Austriak przez chwilę patrzył na tych dwóch, a następnie wyszedł.

- Nie powinieneś go bić - Andi odsunął się od Maćka.

- Powiem ci to co jemu... O mnie mogą mówić co chcą, ale nie pozwolę żeby źle mówili o tobie, skarbie - Maciek wziął w dłonie twarz Andreasa.  - A zwłaszcza dlatego, bo spotykasz się ze mną. Wiem jaką mam opinię, ale mnie to nie obchodzi... Ale obchodzi mnie co mówią o tobie.

- W ten sposób tego nie załatwisz - Wellinger westchnął, opierając czoło o czoło swojego chłopaka.

- Ale mogę spróbować... Kocham cię i nie pozwolę żeby ktoś cię obrażał.

- Wiem, że mnie kochasz - Andi pocałował lekko Polaka. - Ja Ciebie też kocham... Ale to nie jest sposób... I najlepiej zapomnij o tym i skup się na czymś innym - Wellinger odsunął się od Maćka, podszedł do drzwi i zamknął je na klucz, a potem oparł się o ich powierzchnię.

- Na czym? - Kot uśmiechnął się lekko.

- Na mnie oczywiście... Na tym co robiliśmy zanim nam przerwano - odparł młodszy, kiedy Maciej powoli do niego podchodził. Polak objął go mocno ramionami i pocałował delikatnie.
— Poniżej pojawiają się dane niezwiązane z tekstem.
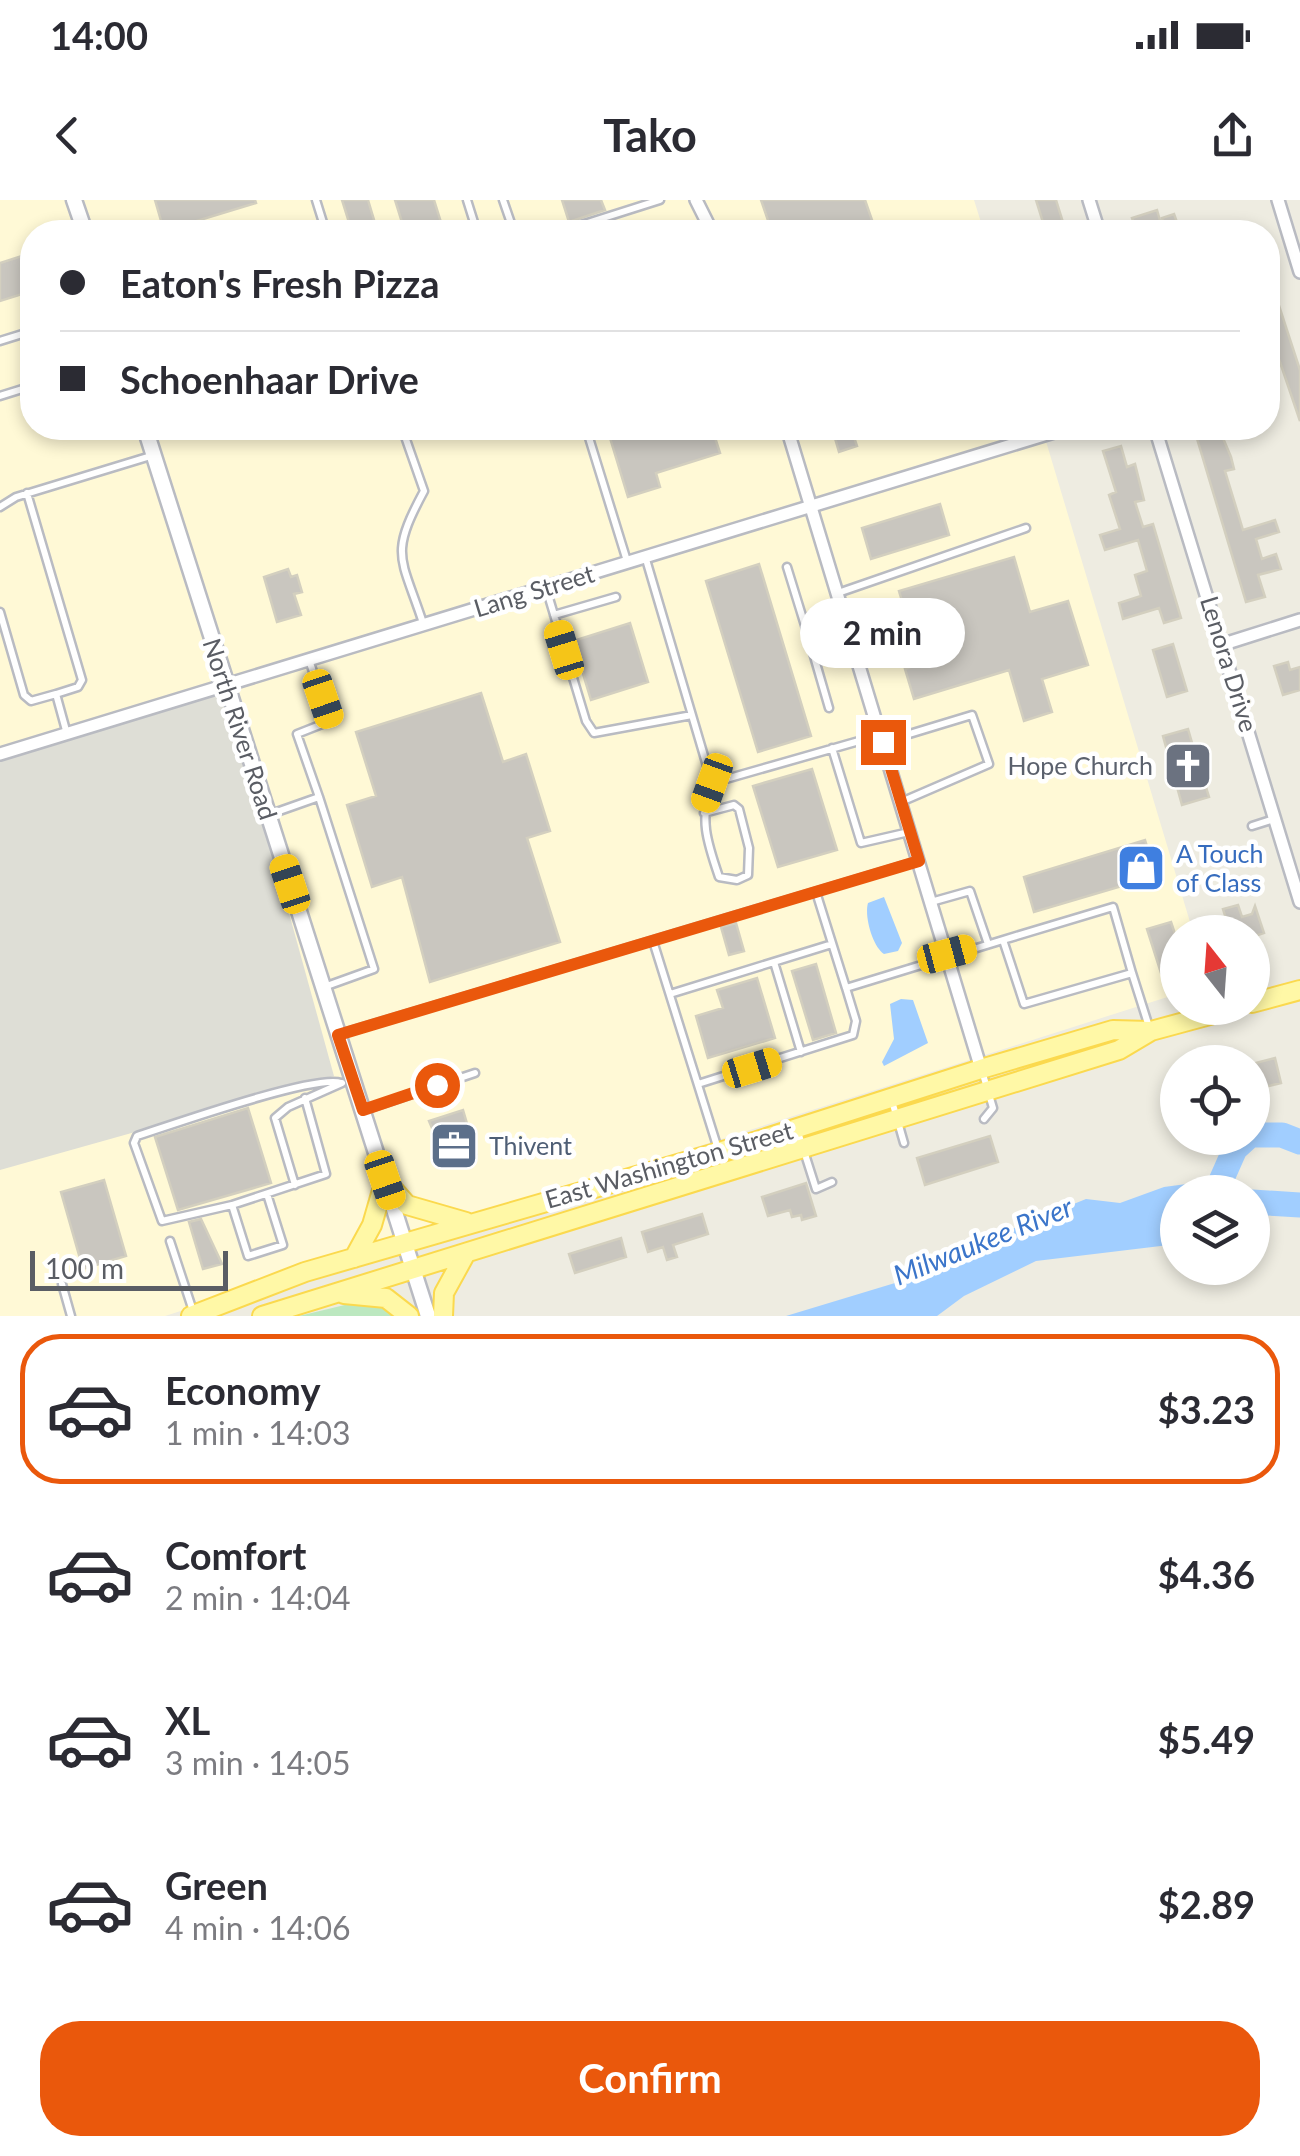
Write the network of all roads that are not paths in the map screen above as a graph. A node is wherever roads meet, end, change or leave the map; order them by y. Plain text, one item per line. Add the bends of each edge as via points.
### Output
1 (660, 200) edge
2 (1278, 200) edge
3 (597, 220) edge
4 (1300, 272) edge
5 (149, 440) edge
6 (406, 440) edge
7 (590, 440) edge
8 (791, 440) edge
9 (1027, 440) edge
10 (1159, 440) edge
11 (154, 455) junction
12 (27, 493) junction
13 (812, 505) junction
14 (0, 507) edge
15 (1026, 528) dead end
16 (646, 556) junction
17 (628, 562) junction
18 (787, 567) dead end
19 (546, 587) junction
20 (838, 593) junction
21 (616, 597) dead end
22 (0, 612) edge
23 (554, 615) junction
24 (846, 620) junction
25 (1300, 620) edge
26 (424, 626) junction
27 (807, 632) junction
28 (1224, 644) junction
29 (309, 660) junction
30 (226, 686) junction
31 (56, 694) junction
32 (829, 708) dead end
33 (692, 715) junction
34 (67, 734) junction
35 (882, 738) junction
36 (832, 748) junction
37 (0, 754) edge
38 (712, 783) junction
39 (320, 797) junction
40 (901, 802) junction
41 (704, 813) junction
42 (268, 815) junction
43 (1275, 818) junction
44 (1252, 826) dead end
45 (910, 832) junction
46 (919, 861) junction
47 (816, 892) junction
48 (931, 902) junction
49 (1300, 902) edge
50 (653, 940) junction
51 (1003, 940) junction
52 (832, 944) junction
53 (988, 944) junction
54 (947, 954) junction
55 (774, 962) junction
56 (1132, 973) junction
57 (323, 987) junction
58 (846, 988) junction
59 (1300, 990) edge
60 (670, 994) junction
61 (1270, 998) edge
62 (1176, 1025) edge
63 (1151, 1032) junction
64 (338, 1035) junction
65 (802, 1052) junction
66 (981, 1069) junction
67 (475, 1073) dead end
68 (347, 1082) junction
69 (698, 1084) junction
70 (988, 1091) junction
71 (890, 1097) junction
72 (304, 1098) junction
73 (363, 1110) junction
74 (984, 1119) dead end
75 (897, 1120) junction
76 (797, 1128) junction
77 (904, 1144) dead end
78 (804, 1149) junction
79 (718, 1151) junction
80 (652, 1170) junction
81 (385, 1180) junction
82 (832, 1182) dead end
83 (295, 1185) junction
84 (267, 1194) junction
85 (658, 1194) junction
86 (232, 1205) junction
87 (471, 1223) junction
88 (170, 1241) dead end
89 (406, 1242) junction
90 (466, 1253) junction
91 (354, 1258) junction
92 (414, 1269) junction
93 (62, 1284) dead end
94 (339, 1292) junction
95 (71, 1316) edge
96 (193, 1316) edge
97 (262, 1316) edge
98 (409, 1316) edge
99 (428, 1316) edge
100 (443, 1316) edge

1 - 3 lane
2 - 4 street
5 - 11 street, North River Road
6 - 26 lane via 424,491 399,550
7 - 17 lane
8 - 13 street
9 - 13 street, Lang Street
10 - 28 street, Lenora Drive
11 - 12 lane
11 - 30 street, North River Road
12 - 14 lane
12 - 31 lane via 82,680
13 - 16 street, Lang Street
13 - 20 street
15 - 20 lane
16 - 17 street, Lang Street
16 - 33 lane
17 - 19 street, Lang Street
18 - 27 lane
19 - 23 lane
19 - 26 street, Lang Street
20 - 24 street
21 - 23 lane
22 - 31 lane via 24,695 30,701
23 - 33 lane via 594,733
24 - 27 lane
24 - 35 street
25 - 28 street
26 - 29 street, Lang Street
27 - 32 lane
28 - 43 street, Lenora Drive
29 - 30 street, Lang Street
29 - 39 lane via 330,721 296,734
30 - 34 street, Lang Street
30 - 42 street, North River Road
31 - 34 lane
33 - 38 lane
34 - 37 street, Lang Street
35 - 36 lane
35 - 40 street
35 - 40 lane via 972,715 990,764
36 - 38 lane
36 - 45 lane via 861,843
38 - 41 lane
39 - 42 lane
39 - 57 lane via 374,969
40 - 45 street
41 - 41 lane via 719,877 748,875 740,809
42 - 57 street, North River Road
43 - 44 lane
43 - 49 street, Lenora Drive
45 - 46 street
46 - 47 lane
46 - 48 street
47 - 50 lane
47 - 52 lane
48 - 53 lane via 970,891
48 - 54 street
50 - 60 lane
50 - 64 lane
51 - 53 lane
51 - 56 lane via 1024,1004
51 - 56 lane via 1113,907
52 - 55 lane
52 - 58 lane
53 - 54 lane
54 - 58 lane
54 - 66 street
55 - 60 lane
55 - 65 lane
56 - 63 lane
57 - 64 street, North River Road
58 - 65 lane via 856,1022 852,1034
59 - 61 main road
60 - 69 lane
62 - 63 main road, East Washington Street
63 - 66 main road, East Washington Street via 1112,1030
63 - 70 main road, East Washington Street via 1118,1050
64 - 68 street, North River Road
65 - 69 lane
66 - 70 lane
66 - 71 main road, East Washington Street
67 - 73 lane
68 - 72 lane
68 - 73 street, North River Road
68 - 86 lane via 302,1087 134,1139 162,1222
69 - 79 lane
70 - 74 lane via 992,1108
70 - 75 main road, East Washington Street
71 - 75 lane
71 - 76 main road, East Washington Street
72 - 83 lane via 275,1118
72 - 83 lane via 326,1174
73 - 81 street, North River Road
75 - 77 lane
75 - 78 main road, East Washington Street
76 - 78 lane
76 - 79 main road, East Washington Street
78 - 82 lane via 816,1189
78 - 85 main road, East Washington Street
79 - 80 main road, East Washington Street
80 - 85 lane
80 - 87 main road, East Washington Street
81 - 87 main road via 424,1214
81 - 89 street, North River Road
81 - 91 main road
83 - 84 lane
84 - 86 lane
84 - 86 lane via 283,1245 248,1256
85 - 90 main road, East Washington Street
87 - 89 main road, East Washington Street
88 - 96 lane
89 - 91 main road, East Washington Street
89 - 92 street, North River Road
90 - 92 main road, East Washington Street
90 - 100 main road via 444,1293
91 - 96 main road, East Washington Street
92 - 94 main road, East Washington Street
92 - 99 street, North River Road
93 - 95 lane
94 - 97 main road, East Washington Street
94 - 98 main road via 386,1298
Andreasa zawsze zadziwiało to, że Maciek potrafił być taki. Widział jak zachowywał się w stosunku do innych i to też z tego względu długo wahał się, czy powinienem się z nim w ogóle umówić, ale zrobił to. A potem poznał drugą twarz Maćka.

Wiedział też, że Michael, Daniel i Dawid poznali tą jego wersję, której on nigdy nie zobaczy, ale cieszył się z tego. Nie chciał poznawać takiego Maćka. Całkowicie wolał tą jego delikatną i czułą wersję... Tą brutalną i całkowicie dominującą niech zostawi dla innych. On chciał takiego Maćka jakiego miał i z jakim był szczęśliwy.
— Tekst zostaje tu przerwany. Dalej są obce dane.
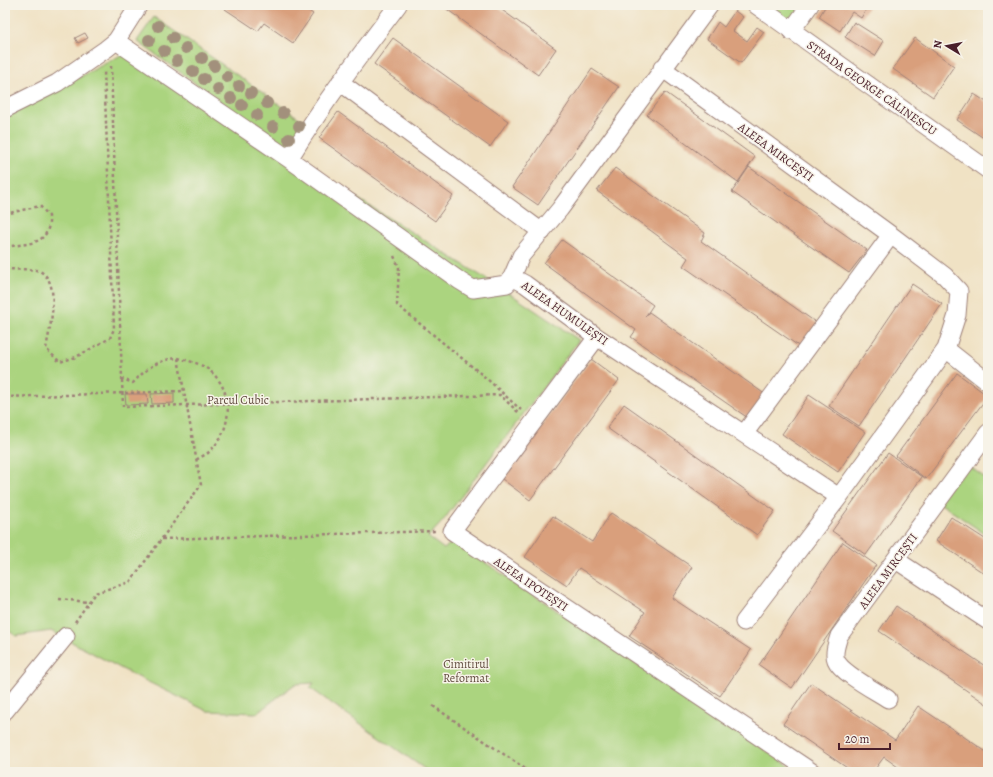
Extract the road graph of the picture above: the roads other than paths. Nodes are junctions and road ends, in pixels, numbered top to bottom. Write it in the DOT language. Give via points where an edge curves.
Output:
graph roads {
  1 [pos="139,5"];
  2 [pos="398,5"];
  3 [pos="710,5"];
  4 [pos="756,5"];
  5 [pos="810,5"];
  6 [pos="791,31"];
  7 [pos="116,41"];
  8 [pos="662,68"];
  9 [pos="340,82"];
  10 [pos="5,108"];
  11 [pos="289,159"];
  12 [pos="988,170"];
  13 [pos="542,232"];
  14 [pos="891,235"];
  15 [pos="512,277"];
  16 [pos="597,337"];
  17 [pos="946,349"];
  18 [pos="988,382"];
  19 [pos="988,433"];
  20 [pos="744,434"];
  21 [pos="839,497"];
  22 [pos="896,560"];
  23 [pos="988,621"];
  24 [pos="744,622"];
  25 [pos="66,636"];
  26 [pos="888,699"];
  27 [pos="5,711"];
  28 [pos="812,772"];
  1 -- 7 [label="street"];
  2 -- 9 [label="street"];
  3 -- 8 [label="street, ALEEA HUMULEȘTI"];
  4 -- 6 [label="street, STRADA GEORGE CĂLINESCU"];
  5 -- 6 [label="street"];
  6 -- 12 [label="street, STRADA GEORGE CĂLINESCU"];
  7 -- 10 [label="street" via="57,83"];
  7 -- 11 [label="street"];
  8 -- 13 [label="street, ALEEA HUMULEȘTI"];
  8 -- 14 [label="street, ALEEA MIRCEȘTI"];
  9 -- 11 [label="street"];
  9 -- 13 [label="street"];
  11 -- 15 [label="street" via="473,289 507,284"];
  13 -- 15 [label="street, ALEEA HUMULEȘTI" via="521,256"];
  14 -- 17 [label="street, ALEEA MIRCEȘTI" via="945,276 959,291 957,315"];
  14 -- 20 [label="street"];
  15 -- 16 [label="street, ALEEA HUMULEȘTI" via="526,284"];
  16 -- 20 [label="street, ALEEA HUMULEȘTI"];
  16 -- 28 [label="street, ALEEA IPOTEȘTI" via="452,531"];
  17 -- 18 [label="street"];
  17 -- 21 [label="street, ALEEA MIRCEȘTI"];
  19 -- 22 [label="street, ALEEA MIRCEȘTI"];
  20 -- 21 [label="street, ALEEA HUMULEȘTI"];
  21 -- 24 [label="street, ALEEA MIRCEȘTI"];
  22 -- 23 [label="street"];
  22 -- 26 [label="street, ALEEA MIRCEȘTI" via="840,636 835,650 836,660 842,669"];
  25 -- 27 [label="street"];
}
Maciej też miał świadomość jaki chce być dla Andiego i tak właśnie się w stosunku do niego zachowywał. Bo tylko jego tak naprawdę kochał i nikt nigdy nie będzie w stanie zagrozić pozycji Andreasa w sercu Maćka. Polakowi wydawało się, że Andi dopiero teraz się o tym przekonał, bo to właśnie Hayboecka uważał za konkurencję i nikogo innego. Może dlatego, że byli podobni?

Kot wiedział też że nigdy nie umiałby potraktować Andiego tak jak Michaela. O ile na Austriaka często się denerwował, wściekał, krzyczał i nie raz zdarzyło mu się go uderzyć, to na Andreasa nigdy nie podniósł nawet głosu.

Andi zawsze był i będzie jego uroczym chłopcem, na którego nie umie się denerwować, choć ten nie raz próbował go wyprowadzić z równowagi.

Andreas poznając Maćka całkowicie, na początku nie rozumiał tego wszystkiego i nie chciał, aby ten spotykał się z kimś innym i zabronił mu tego. Ale później zrozumiał, że to iż Maciek spotka się z kimś innym nic nie znaczy, bo to jego kocha. To jemu wyznaje miłość, to do niego wraca, to jemu pokazuje się bez tych wszystkich masek... Tylko on zna go całkowicie i tylko on go naprawdę kocha.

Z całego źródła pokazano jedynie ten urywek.